2

I am trying to recognize seven segment digital text from image using tess4J .

My input is here

enter image description here

I have made some normalization as follows

1 ] Image cropped .

enter image description here

2 ] Converted it into binary

enter image description here

I wish to remove the jagged edges of text from image .How can i accomplish that ?

I have tried different traineddata from GitHub. But nothing works as i wish .

How to create traineddata manually ? .

I am waiting for your great suggestions & lot of thanks in advance. . . .

Don Chakkappan
  • 7,397
  • 5
  • 44
  • 59

1 Answers1

4

You can try a combination of Sobel filters (to thin the edges) and Gaussian filters (to blur the image).

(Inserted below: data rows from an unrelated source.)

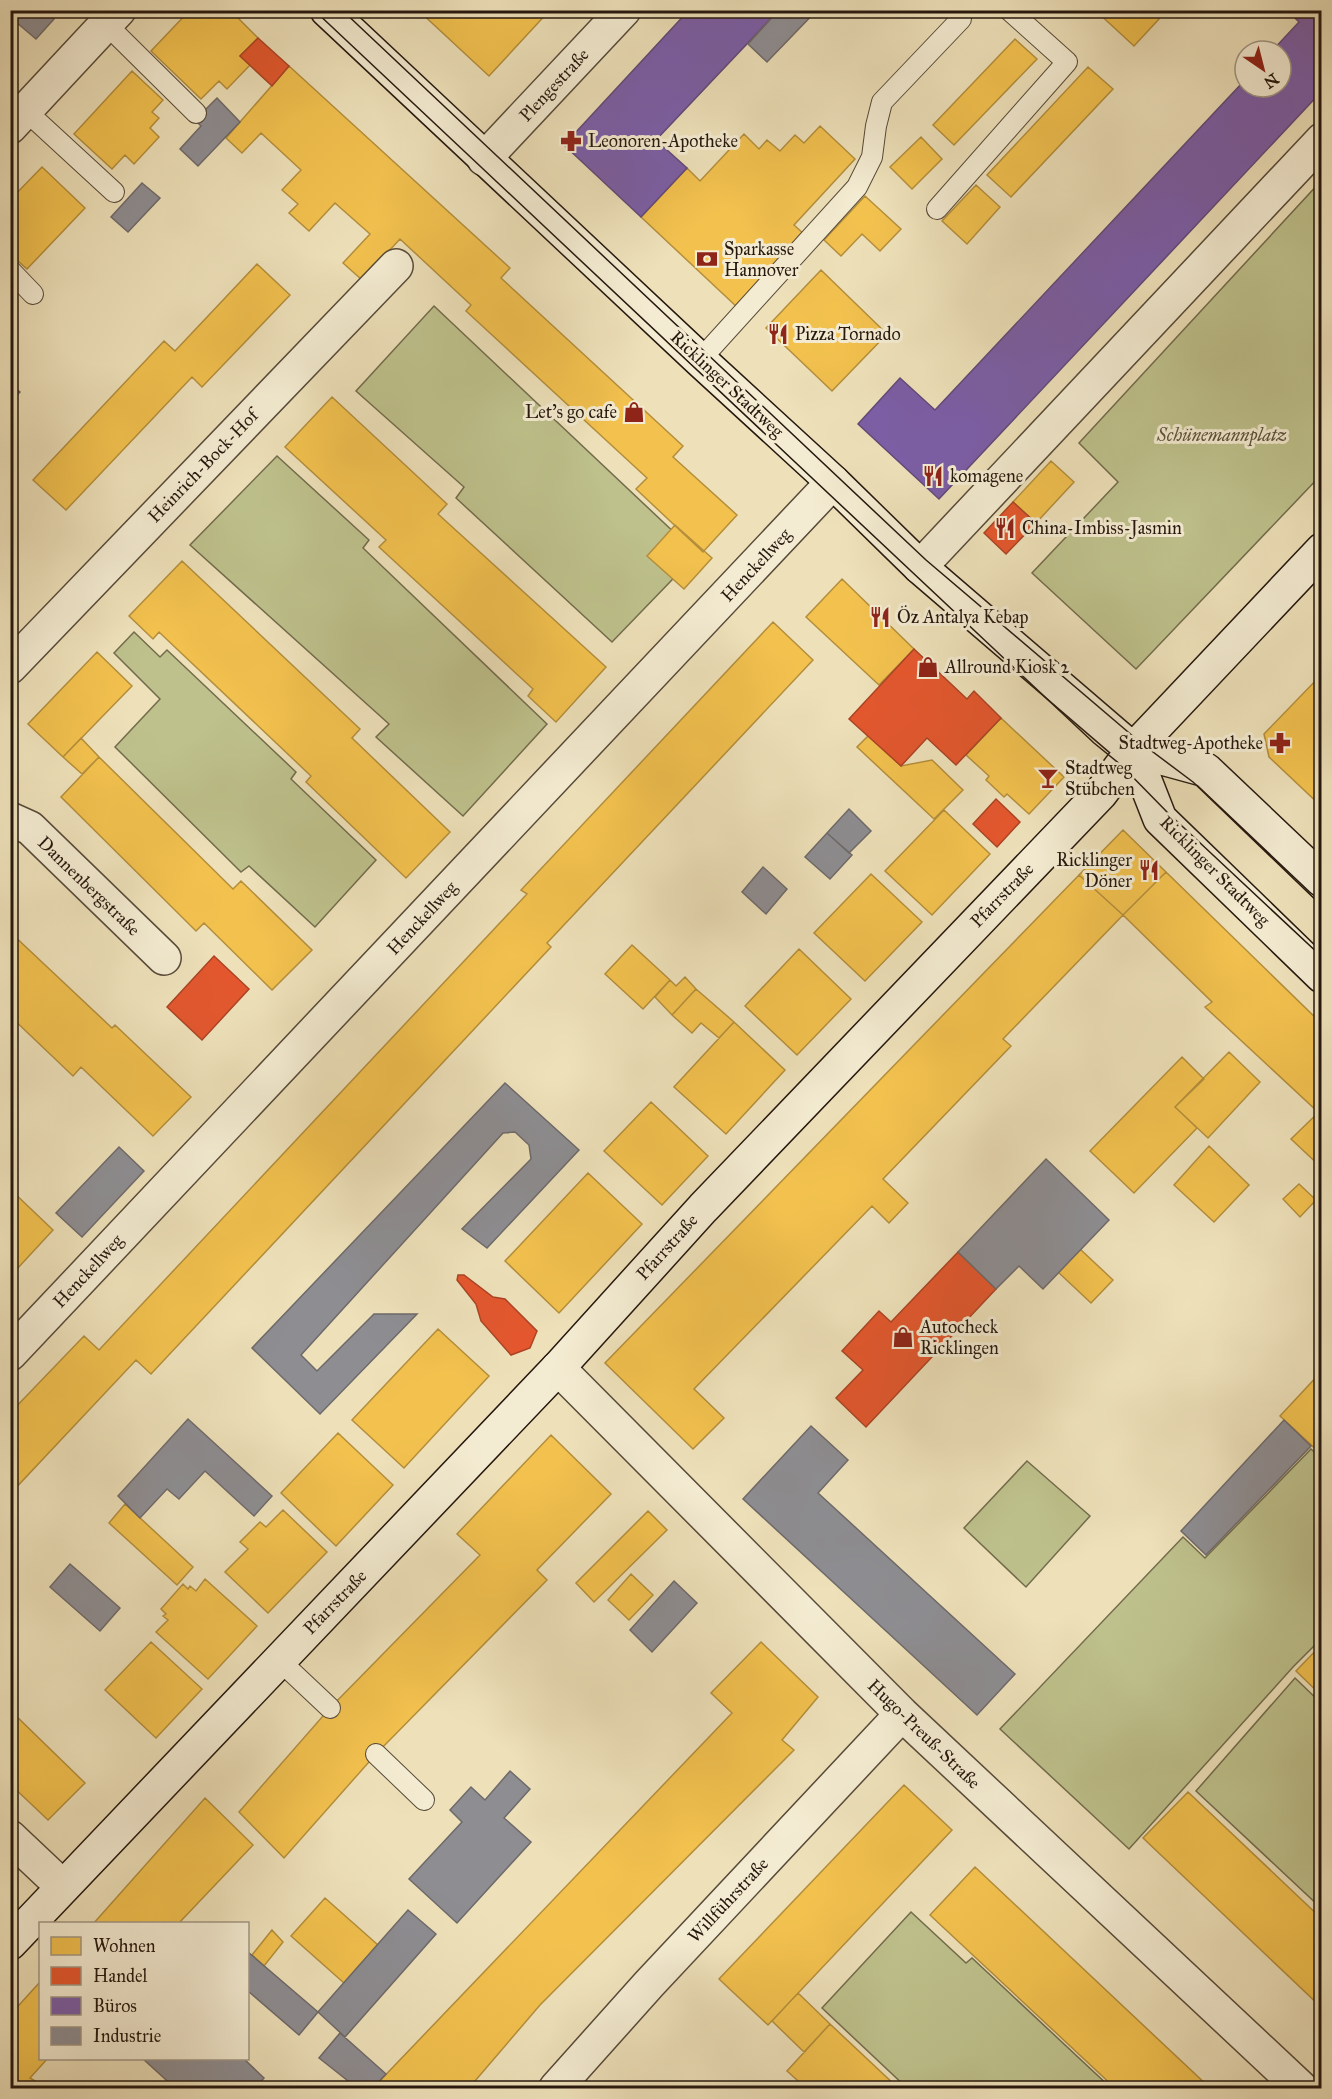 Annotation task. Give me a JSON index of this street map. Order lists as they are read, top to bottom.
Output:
{
  "streets": {
    "street": [
      "Plengestraße",
      "Ricklinger Stadtweg",
      "Heinrich-Bock-Hof",
      "Henckellweg",
      "Dannenbergstraße",
      "Pfarrstraße",
      "Hugo-Preuß-Straße",
      "Willführstraße"
    ]
  },
  "crossings": [
    ["Plengestraße", "Ricklinger Stadtweg"],
    ["Ricklinger Stadtweg", "Henckellweg"],
    ["Ricklinger Stadtweg", "Pfarrstraße"],
    ["Pfarrstraße", "Hugo-Preuß-Straße"],
    ["Hugo-Preuß-Straße", "Willführstraße"]
  ],
  "parks": ["Schünemannplatz"],
  "places": {
    "pharmacy": ["Leonoren-Apotheke", "Stadtweg-Apotheke"],
    "bank": ["Sparkasse Hannover"],
    "restaurant": [
      "Pizza Tornado",
      "komagene",
      "China-Imbiss-Jasmin",
      "Öz Antalya Kebap",
      "Ricklinger Döner"
    ],
    "shop": ["Let's go cafe", "Allround Kiosk 2", "Autocheck Ricklingen"],
    "bar": ["Stadtweg Stübchen"]
  },
  "legend": [
    "Wohnen",
    "Handel",
    "Büros",
    "Industrie"
  ],
  "north": "bottom right"
} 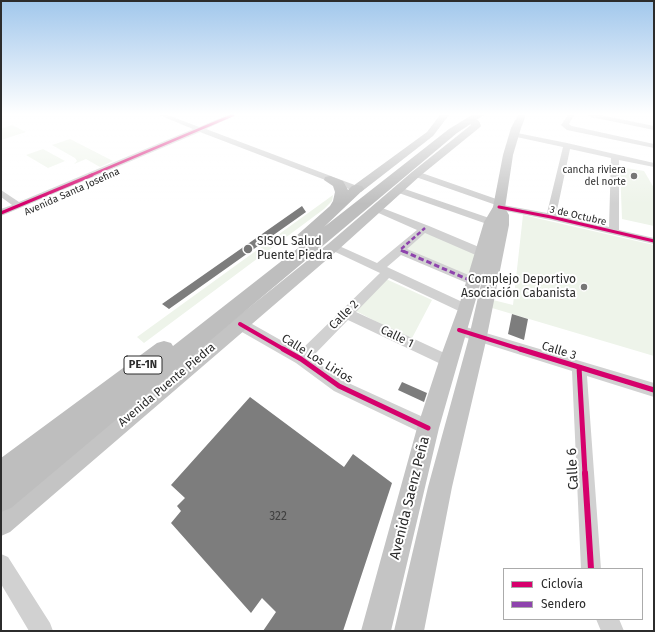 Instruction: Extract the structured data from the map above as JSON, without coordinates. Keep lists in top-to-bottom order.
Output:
{
  "streets": {
    "highway": ["PE-1N"],
    "main road": ["Avenida Puente Piedra", "Avenida Saenz Peña"],
    "street": [
      "Avenida Santa Josefina",
      "3 de Octubre",
      "Calle 2",
      "Calle 1",
      "Calle 3",
      "Calle Los Lirios",
      "Calle 6"
    ]
  },
  "crossings": [
    ["3 de Octubre", "Avenida Saenz Peña"],
    ["Calle 2", "Calle 1"],
    ["Calle 2", "Calle 3"],
    ["Calle 2", "Calle Los Lirios"],
    ["Calle 1", "Avenida Saenz Peña"],
    ["Calle 3", "Avenida Puente Piedra"],
    ["Calle 3", "Calle 6"],
    ["Calle 3", "Avenida Saenz Peña"],
    ["Calle Los Lirios", "Avenida Puente Piedra"],
    ["Calle Los Lirios", "Avenida Saenz Peña"]
  ],
  "places": ["cancha riviera del norte", "SISOL Salud Puente Piedra", "Complejo Deportivo Asociación Cabanista"],
  "house_numbers": ["322"],
  "legend": ["Ciclovía", "Sendero"]
}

You didn't specify which API you are using for image manipulation in Java, and as I'm not familiar with Tess4J I will show what can be accomplished from Python (you can use your preferred library for image manipulation in Java, the process will be the same):

import scipy
import scipy.misc
import scipy.ndimage.filters
import numpy

def save_image(img_data, counter):
    img_fn = "img_{}.jpg".format(counter)
    scipy.misc.imsave(img_fn, img_data)


if __name__ == "__main__":
    # This loads the second image of your post
    img_0 = scipy.misc.imread("TqO53.jpg")
    img_0 = scipy.average(img_0, -1) 
    #save_image(img_0, 0)

    # Obtain edges
    img_x = scipy.ndimage.filters.sobel(img_0, 0)
    img_y = scipy.ndimage.filters.sobel(img_0, 1)
    img_1 = numpy.hypot(img_x, img_y)
    #save_image(img_1, 1)

    # Remove edges from original image (i.e. thinning edges)
    img_2 = img_0 - img_1
    img_2[img_2 < 10] = 0 
    save_image(img_2, 2)

    # Blur image if you want to get rid of the sketchy borders
    img_3 = scipy.ndimage.gaussian_filter(img_2, sigma=1)
    save_image(img_3, 3)

This will generate the following images:

img_2.jpg

With edges thined

img_3.jpg

Blurred

You can try with both types of images to determine which gives good results with Tess4J, it is possible that you don't need to blur the image after thinning the edges, as the numbers can be recognized more easily.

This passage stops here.